University of Michigan pledges steep carbon emission cuts
Ann Arbor — The University of Michigan announced a plan Thursday to reduce carbon emissions from its campuses while compensating for future releases by preventing them elsewhere or removing the planet-warming gas from the atmosphere.
The measures intended to achieve “carbon neutrality" include use of geothermal heating and cooling, electric buses and a fund for energy-efficiency projects. An executive-level position will be created to direct the initiative.
“Today’s commitments place carbon neutrality at the center of U-M’s mission,” President Mark Schlissel said after outlining the steps during a Board of Regents meeting. “To fulfill our mission as a public research university, we must address the climate crisis by leading the way on our campuses and beyond."
Institutions achieve carbon neutrality by cutting their own emissions and investing in projects that prevent releases elsewhere, or remove carbon from the air and store it underground.
The university's plan covers all operations of the nation’s largest public research institution, including campus buildings in Ann Arbor, Flint and Dearborn; an athletics complex; and the Michigan Medicine health system.
Goals include eliminating emissions from direct, on-campus sources by 2040 and achieving carbon neutrality for emissions resulting from purchased electricity by 2025.
It also calls for setting net-zero targets for emission categories such as commuting, food procurement and university-sponsored travel by 2025.

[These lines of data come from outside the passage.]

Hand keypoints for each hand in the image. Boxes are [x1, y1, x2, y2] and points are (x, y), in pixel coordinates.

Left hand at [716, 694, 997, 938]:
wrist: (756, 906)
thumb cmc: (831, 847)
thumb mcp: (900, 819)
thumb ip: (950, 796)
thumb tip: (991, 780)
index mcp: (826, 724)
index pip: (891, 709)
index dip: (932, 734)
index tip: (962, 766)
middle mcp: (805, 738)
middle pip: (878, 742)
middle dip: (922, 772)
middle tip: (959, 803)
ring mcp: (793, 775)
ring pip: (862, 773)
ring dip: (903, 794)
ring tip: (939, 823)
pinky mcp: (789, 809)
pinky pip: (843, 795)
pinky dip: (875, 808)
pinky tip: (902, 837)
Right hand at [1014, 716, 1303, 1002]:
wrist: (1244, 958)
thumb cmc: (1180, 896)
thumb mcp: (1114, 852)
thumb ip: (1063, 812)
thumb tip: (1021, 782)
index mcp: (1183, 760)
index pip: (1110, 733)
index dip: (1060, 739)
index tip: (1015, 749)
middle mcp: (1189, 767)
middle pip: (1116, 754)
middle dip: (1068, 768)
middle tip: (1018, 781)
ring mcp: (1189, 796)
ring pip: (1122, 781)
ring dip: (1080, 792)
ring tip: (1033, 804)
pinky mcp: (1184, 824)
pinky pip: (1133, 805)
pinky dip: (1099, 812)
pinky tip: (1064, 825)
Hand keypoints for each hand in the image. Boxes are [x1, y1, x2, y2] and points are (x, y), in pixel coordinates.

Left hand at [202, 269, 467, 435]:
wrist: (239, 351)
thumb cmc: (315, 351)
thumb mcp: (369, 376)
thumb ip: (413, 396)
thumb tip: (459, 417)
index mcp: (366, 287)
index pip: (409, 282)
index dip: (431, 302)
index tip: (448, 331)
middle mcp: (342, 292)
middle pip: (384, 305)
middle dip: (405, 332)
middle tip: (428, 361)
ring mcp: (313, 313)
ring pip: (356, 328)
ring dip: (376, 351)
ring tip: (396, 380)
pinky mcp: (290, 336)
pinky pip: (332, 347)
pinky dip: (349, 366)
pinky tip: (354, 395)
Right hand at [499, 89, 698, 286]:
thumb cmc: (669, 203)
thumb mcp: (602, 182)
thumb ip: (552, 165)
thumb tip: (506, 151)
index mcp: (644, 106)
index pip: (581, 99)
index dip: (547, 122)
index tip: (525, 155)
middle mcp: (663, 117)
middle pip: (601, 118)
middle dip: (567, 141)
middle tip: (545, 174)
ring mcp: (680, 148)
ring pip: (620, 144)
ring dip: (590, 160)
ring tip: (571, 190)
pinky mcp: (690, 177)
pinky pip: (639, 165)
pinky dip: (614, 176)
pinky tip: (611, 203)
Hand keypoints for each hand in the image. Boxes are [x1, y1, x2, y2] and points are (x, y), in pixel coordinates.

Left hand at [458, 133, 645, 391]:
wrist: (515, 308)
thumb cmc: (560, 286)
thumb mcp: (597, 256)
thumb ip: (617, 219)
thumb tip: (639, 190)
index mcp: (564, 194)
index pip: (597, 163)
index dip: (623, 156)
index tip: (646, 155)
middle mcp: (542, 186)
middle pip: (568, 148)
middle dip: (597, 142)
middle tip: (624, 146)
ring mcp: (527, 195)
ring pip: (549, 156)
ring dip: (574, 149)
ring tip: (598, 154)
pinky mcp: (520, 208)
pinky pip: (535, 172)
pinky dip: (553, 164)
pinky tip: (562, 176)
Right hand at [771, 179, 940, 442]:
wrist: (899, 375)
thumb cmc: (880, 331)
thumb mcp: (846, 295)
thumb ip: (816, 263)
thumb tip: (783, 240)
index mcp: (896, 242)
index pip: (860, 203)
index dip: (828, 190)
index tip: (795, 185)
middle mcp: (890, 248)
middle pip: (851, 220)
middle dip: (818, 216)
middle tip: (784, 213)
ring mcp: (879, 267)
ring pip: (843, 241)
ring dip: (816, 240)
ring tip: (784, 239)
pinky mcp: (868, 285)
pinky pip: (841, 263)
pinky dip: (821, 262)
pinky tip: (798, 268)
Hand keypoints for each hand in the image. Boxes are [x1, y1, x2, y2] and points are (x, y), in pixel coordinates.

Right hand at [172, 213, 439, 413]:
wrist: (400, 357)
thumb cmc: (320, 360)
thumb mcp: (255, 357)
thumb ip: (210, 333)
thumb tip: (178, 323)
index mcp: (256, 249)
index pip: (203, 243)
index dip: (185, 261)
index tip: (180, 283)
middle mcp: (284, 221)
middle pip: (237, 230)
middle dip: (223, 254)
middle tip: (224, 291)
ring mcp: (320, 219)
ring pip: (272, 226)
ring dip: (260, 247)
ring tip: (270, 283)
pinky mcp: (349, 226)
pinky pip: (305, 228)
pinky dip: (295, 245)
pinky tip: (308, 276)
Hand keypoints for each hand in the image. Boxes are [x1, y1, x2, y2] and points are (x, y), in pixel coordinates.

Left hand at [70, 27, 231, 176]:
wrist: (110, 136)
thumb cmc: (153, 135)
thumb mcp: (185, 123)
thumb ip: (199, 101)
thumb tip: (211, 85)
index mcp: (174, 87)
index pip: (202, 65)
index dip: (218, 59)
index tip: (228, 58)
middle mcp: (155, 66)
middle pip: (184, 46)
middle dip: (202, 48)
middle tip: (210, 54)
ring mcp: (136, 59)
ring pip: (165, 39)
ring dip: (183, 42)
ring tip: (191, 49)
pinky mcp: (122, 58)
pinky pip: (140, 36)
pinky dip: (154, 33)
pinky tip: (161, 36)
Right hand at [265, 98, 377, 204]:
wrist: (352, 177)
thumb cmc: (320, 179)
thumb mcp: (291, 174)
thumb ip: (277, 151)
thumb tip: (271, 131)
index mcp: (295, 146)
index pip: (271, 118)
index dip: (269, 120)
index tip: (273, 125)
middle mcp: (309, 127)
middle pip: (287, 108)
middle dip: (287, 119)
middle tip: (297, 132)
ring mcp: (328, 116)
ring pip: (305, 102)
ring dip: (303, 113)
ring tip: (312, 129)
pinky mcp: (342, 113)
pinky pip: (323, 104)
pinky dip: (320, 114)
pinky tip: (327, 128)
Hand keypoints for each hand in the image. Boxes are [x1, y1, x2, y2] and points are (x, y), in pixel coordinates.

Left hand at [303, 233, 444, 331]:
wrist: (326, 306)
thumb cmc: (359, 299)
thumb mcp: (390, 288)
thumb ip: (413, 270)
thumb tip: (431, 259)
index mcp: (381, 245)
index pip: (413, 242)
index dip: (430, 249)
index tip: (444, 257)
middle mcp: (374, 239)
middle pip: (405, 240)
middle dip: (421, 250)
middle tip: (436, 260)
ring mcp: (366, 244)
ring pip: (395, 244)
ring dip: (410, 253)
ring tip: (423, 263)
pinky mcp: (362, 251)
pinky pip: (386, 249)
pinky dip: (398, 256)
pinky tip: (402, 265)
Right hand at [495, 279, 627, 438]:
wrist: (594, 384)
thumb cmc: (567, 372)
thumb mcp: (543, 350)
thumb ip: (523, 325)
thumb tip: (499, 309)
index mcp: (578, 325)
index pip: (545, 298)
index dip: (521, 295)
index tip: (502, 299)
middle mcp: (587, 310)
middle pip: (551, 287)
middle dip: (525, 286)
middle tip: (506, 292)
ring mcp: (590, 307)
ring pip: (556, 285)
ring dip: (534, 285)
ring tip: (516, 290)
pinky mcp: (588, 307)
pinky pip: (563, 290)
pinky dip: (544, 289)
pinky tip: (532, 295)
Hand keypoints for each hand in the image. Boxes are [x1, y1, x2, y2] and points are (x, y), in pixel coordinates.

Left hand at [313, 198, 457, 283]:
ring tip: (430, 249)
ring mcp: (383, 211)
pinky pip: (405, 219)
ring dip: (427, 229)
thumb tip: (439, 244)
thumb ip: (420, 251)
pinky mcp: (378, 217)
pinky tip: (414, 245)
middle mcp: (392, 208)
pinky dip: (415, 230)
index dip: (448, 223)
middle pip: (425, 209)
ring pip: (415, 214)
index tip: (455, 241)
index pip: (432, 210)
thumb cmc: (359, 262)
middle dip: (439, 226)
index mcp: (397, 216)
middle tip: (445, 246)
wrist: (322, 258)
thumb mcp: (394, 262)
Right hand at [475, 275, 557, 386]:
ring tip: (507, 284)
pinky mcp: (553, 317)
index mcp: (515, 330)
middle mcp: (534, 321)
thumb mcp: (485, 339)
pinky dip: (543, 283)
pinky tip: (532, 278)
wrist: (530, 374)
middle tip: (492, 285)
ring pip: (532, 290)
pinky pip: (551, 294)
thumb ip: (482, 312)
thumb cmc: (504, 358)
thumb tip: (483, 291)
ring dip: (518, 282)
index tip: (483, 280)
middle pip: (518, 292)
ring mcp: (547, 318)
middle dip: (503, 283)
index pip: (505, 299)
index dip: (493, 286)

Among immediate actions will be installing geothermal heating and cooling systems in some construction projects and electrifying the Ann Arbor and Dearborn campus buses.
The fund for energy efficiency will begin with $25 million over five years. Energy savings will be reinvested into the fund to accelerate conservation projects.
Officials also promised to talk with communities near its campuses about equity and justice issues in the transition to carbon neutrality.